BEGIN INFORMATION
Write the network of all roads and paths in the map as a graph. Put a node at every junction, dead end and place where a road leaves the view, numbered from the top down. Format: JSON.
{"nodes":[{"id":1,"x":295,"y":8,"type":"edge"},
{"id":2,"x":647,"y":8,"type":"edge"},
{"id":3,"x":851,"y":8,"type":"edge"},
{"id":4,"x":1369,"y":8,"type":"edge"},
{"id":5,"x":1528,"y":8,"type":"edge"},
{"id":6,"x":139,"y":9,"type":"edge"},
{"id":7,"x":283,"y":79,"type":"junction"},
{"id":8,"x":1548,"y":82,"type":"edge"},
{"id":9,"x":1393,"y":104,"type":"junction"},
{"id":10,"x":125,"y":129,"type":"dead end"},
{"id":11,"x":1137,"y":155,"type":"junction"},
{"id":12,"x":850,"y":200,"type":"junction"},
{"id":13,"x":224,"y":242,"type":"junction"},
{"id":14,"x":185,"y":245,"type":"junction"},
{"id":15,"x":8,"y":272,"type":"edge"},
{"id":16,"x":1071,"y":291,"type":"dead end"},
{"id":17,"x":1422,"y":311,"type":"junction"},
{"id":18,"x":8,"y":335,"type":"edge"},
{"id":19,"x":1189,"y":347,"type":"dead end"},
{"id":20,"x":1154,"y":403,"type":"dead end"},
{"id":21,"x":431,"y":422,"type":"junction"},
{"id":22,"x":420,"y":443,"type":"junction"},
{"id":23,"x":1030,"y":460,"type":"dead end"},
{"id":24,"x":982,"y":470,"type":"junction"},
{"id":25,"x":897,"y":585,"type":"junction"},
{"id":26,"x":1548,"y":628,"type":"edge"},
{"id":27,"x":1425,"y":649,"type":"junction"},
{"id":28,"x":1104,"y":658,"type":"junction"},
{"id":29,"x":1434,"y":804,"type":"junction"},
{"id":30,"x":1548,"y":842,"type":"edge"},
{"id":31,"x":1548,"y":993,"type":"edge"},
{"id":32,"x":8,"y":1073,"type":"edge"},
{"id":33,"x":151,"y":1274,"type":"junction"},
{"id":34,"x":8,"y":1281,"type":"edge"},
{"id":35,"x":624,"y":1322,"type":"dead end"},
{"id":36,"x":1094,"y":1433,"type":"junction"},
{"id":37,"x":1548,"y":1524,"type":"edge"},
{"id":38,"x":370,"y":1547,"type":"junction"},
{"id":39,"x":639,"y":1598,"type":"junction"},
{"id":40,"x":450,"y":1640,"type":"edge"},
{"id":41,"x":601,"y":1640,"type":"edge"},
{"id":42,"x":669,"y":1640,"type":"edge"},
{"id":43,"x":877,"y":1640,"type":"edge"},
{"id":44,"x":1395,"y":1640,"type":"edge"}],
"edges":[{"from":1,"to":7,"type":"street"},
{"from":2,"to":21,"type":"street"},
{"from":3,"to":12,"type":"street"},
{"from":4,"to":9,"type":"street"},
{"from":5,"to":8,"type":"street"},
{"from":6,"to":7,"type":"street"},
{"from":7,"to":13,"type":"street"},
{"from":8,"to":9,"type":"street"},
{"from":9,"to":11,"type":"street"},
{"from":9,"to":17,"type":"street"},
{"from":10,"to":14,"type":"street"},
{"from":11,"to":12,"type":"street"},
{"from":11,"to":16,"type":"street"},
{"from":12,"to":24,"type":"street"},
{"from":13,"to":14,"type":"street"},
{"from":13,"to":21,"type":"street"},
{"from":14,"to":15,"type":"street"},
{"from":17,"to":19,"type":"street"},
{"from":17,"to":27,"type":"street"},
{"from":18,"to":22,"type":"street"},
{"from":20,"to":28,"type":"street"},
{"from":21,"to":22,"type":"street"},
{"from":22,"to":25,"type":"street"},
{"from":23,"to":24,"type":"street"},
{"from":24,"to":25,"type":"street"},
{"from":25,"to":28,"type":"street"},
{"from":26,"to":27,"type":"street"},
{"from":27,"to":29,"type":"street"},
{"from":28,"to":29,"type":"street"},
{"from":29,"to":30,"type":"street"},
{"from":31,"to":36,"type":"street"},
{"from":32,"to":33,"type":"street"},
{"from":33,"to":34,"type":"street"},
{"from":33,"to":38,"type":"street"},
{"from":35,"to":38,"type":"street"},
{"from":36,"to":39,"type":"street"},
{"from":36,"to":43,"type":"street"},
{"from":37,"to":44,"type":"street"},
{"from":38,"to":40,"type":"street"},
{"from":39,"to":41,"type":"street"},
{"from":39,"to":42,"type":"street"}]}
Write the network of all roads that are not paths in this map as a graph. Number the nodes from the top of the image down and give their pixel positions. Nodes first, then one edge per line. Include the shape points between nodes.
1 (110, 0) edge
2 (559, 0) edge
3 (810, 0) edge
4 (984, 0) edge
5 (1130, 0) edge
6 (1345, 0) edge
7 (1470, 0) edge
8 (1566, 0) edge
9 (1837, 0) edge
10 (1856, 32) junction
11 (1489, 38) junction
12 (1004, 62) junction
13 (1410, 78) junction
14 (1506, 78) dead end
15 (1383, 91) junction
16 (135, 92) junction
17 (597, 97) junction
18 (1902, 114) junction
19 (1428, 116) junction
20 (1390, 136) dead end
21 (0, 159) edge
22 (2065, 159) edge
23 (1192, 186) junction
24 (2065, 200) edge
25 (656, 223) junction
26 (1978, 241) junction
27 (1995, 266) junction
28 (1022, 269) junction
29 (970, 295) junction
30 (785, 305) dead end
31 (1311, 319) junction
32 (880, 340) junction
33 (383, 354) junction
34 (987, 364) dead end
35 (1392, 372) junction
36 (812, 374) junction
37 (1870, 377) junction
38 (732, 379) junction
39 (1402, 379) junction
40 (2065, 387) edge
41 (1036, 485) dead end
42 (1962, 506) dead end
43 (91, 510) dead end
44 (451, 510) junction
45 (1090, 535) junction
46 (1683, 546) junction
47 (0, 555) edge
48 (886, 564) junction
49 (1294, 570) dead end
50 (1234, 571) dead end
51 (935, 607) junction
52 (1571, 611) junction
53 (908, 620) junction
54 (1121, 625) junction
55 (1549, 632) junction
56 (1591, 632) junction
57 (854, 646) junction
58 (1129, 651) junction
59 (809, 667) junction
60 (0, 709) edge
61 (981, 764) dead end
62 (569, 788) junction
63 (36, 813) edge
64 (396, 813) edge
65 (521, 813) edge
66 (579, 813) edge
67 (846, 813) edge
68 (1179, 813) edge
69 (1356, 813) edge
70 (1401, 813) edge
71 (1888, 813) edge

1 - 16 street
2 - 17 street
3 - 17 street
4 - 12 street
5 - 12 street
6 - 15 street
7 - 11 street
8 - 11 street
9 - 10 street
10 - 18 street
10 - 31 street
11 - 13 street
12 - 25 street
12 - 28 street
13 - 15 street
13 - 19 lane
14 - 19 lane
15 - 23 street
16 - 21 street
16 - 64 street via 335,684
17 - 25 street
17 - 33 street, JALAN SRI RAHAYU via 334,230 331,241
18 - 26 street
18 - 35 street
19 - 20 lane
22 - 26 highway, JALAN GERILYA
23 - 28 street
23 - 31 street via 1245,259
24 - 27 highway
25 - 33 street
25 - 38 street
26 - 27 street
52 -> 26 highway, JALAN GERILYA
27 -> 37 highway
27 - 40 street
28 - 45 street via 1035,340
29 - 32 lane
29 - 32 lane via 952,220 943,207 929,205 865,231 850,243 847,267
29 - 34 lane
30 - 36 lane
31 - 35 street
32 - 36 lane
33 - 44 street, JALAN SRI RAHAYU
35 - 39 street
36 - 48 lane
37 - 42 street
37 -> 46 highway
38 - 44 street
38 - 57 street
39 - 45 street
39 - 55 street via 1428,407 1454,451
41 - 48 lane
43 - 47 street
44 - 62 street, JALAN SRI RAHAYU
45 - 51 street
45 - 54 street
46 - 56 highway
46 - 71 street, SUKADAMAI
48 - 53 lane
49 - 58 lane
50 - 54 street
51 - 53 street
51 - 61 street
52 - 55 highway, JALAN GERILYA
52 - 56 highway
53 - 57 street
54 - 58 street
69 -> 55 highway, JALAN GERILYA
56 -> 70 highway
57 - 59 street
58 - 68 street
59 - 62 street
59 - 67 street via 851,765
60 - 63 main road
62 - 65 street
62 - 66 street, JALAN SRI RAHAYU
END INFORMATION
Every line in the data that holds the string "graph" should be returned.

Write the network of all roads and paths in the map as a graph. Put a node at every junction, dead end and place where a road leaves the view, numbered from the top down. Format: JSON.
Write the network of all roads that are not paths in this map as a graph. Number the nodes from the top of the image down and give their pixel positions. Nodes first, then one edge per line. Include the shape points between nodes.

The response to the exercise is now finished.